Christian author and publisher Dane Ortlund recently wrote a blog post condemning Christian scholar and theologian N. T. Wright’s latest book The Day the Revolution Began: Reconsidering the Meaning of Jesus's Crucifixion. 

Ortlund lists a few key issues he has with Wright’s book. The first issue he says has to do with the false dichotomies Wright draws. A few of the examples he cites include these quotations from the book:

What if, instead of a disembodied "heaven," we were to focus on the biblical vision of "new heavens and new earth?" (p. 49)

The human problem is not so much "sin" seen as the breaking of moral codes . . . but rather idolatry and the distortion of genuine humanness it produces. (p. 74)

Galatians is not about "salvation" . . . The letter is about unity. (p. 234; italics original)

Orlund contends that it is unnecessary for Wright to make these things into an either/or case when they are not mutually exclusive.

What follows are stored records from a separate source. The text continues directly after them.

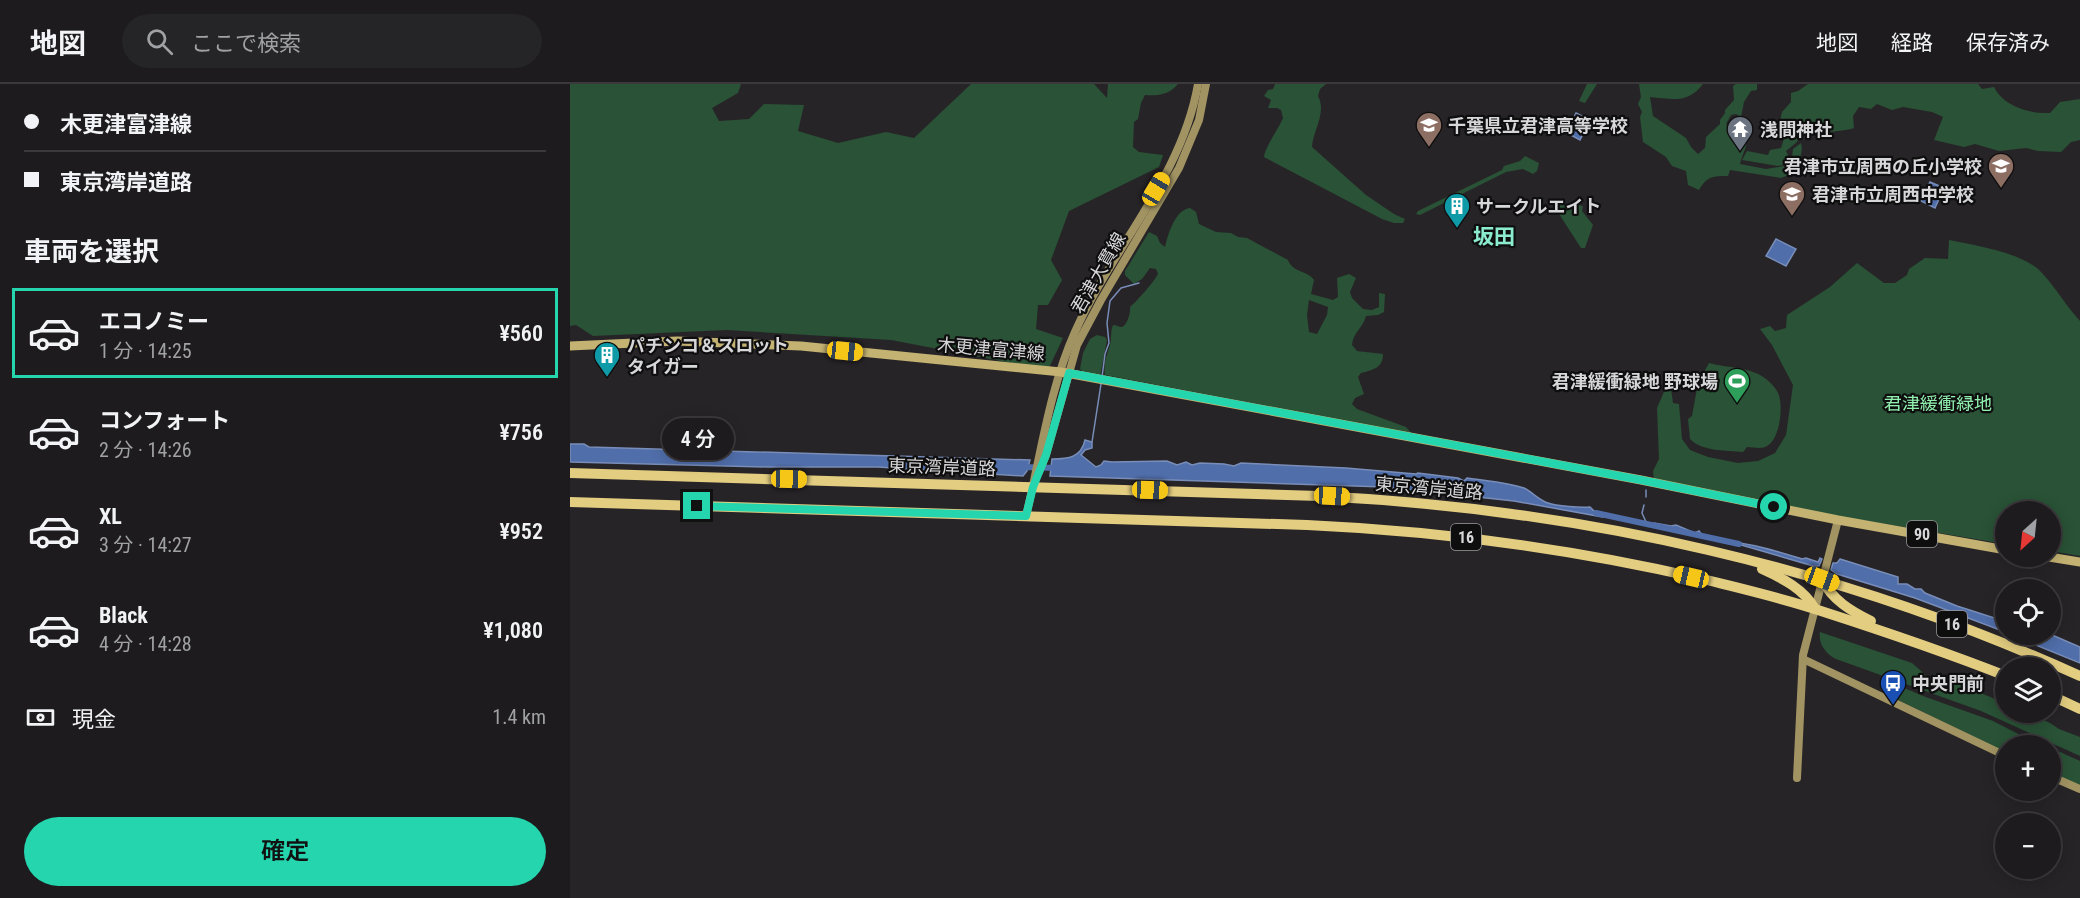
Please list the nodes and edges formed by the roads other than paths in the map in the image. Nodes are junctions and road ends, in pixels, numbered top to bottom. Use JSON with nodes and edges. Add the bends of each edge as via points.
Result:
{"nodes":[{"id":1,"x":1198,"y":84,"type":"edge"},
{"id":2,"x":1206,"y":84,"type":"edge"},
{"id":3,"x":570,"y":346,"type":"edge"},
{"id":4,"x":1065,"y":373,"type":"junction"},
{"id":5,"x":570,"y":473,"type":"edge"},
{"id":6,"x":1035,"y":481,"type":"junction"},
{"id":7,"x":570,"y":502,"type":"edge"},
{"id":8,"x":1026,"y":516,"type":"junction"},
{"id":9,"x":1838,"y":520,"type":"junction"},
{"id":10,"x":1688,"y":545,"type":"junction"},
{"id":11,"x":1995,"y":548,"type":"edge"},
{"id":12,"x":2061,"y":559,"type":"edge"},
{"id":13,"x":2080,"y":562,"type":"edge"},
{"id":14,"x":1824,"y":575,"type":"junction"},
{"id":15,"x":1815,"y":609,"type":"junction"},
{"id":16,"x":1940,"y":651,"type":"junction"},
{"id":17,"x":1803,"y":659,"type":"junction"},
{"id":18,"x":1995,"y":672,"type":"edge"},
{"id":19,"x":2080,"y":676,"type":"edge"},
{"id":20,"x":2061,"y":700,"type":"edge"},
{"id":21,"x":2080,"y":709,"type":"edge"},
{"id":22,"x":1995,"y":751,"type":"edge"},
{"id":23,"x":1797,"y":778,"type":"dead end"},
{"id":24,"x":2061,"y":781,"type":"edge"},
{"id":25,"x":2080,"y":789,"type":"edge"}],
"edges":[{"from":1,"to":4,"type":"main road","name":"君津大貫線","via":[[1187,128],[1075,332]]},
{"from":2,"to":4,"type":"main road","name":"君津大貫線","via":[[1200,120],[1179,168],[1086,326]]},
{"from":3,"to":4,"type":"main road","name":"木更津富津線","number":"90","via":[[677,342],[790,346]]},
{"from":4,"to":6,"type":"main road","name":"君津大貫線"},
{"from":4,"to":9,"type":"main road","name":"木更津富津線","number":"90"},
{"from":5,"to":6,"type":"highway","name":"東京湾岸道路","number":"16"},
{"from":6,"to":8,"type":"main road","name":"君津大貫線"},
{"from":6,"to":10,"type":"highway","name":"東京湾岸道路","number":"16","via":[[1384,499],[1531,516]]},
{"from":7,"to":8,"type":"highway","number":"16"},
{"from":8,"to":15,"type":"highway","number":"16","via":[[1341,526],[1482,539],[1630,563]]},
{"from":9,"to":11,"type":"main road","name":"木更津富津線","number":"90"},
{"from":9,"to":14,"type":"main road"},
{"from":10,"to":14,"type":"highway","name":"東京湾岸道路","number":"16"},
{"from":10,"to":15,"type":"highway","via":[[1776,575],[1802,592]]},
{"from":12,"to":13,"type":"main road"},
{"from":14,"to":15,"type":"main road"},
{"from":14,"to":16,"type":"highway","via":[[1831,594],[1858,615]]},
{"from":14,"to":19,"type":"highway","name":"東京湾岸道路","number":"16"},
{"from":15,"to":16,"type":"highway","number":"16"},
{"from":15,"to":17,"type":"main road"},
{"from":16,"to":18,"type":"highway","number":"16"},
{"from":17,"to":22,"type":"main road"},
{"from":17,"to":23,"type":"main road"},
{"from":20,"to":21,"type":"highway"},
{"from":24,"to":25,"type":"main road"}]}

Another issue Ortlund finds with the book is that Wright, he argues, caricatures the work Jesus did on the cross by saying things such as “All humans sinned, causing God to be angry and to want to kill them, to burn them forever in "hell." Jesus somehow got in the way and took the punishment instead” (p. 38). Or “In this view, God hates sinners so much that he is determined to punish them, but Jesus more or less happens to get in the way and take the death blow on their behalf” (p. 42).

Lastly, Ortlund argues, Wright does not explain how “the cross does what it does.” He instead discusses Jesus’ death and resurrection in vague terms that leave readers wondering how Christ accomplished what He did.

Have you read the book? What are your thoughts?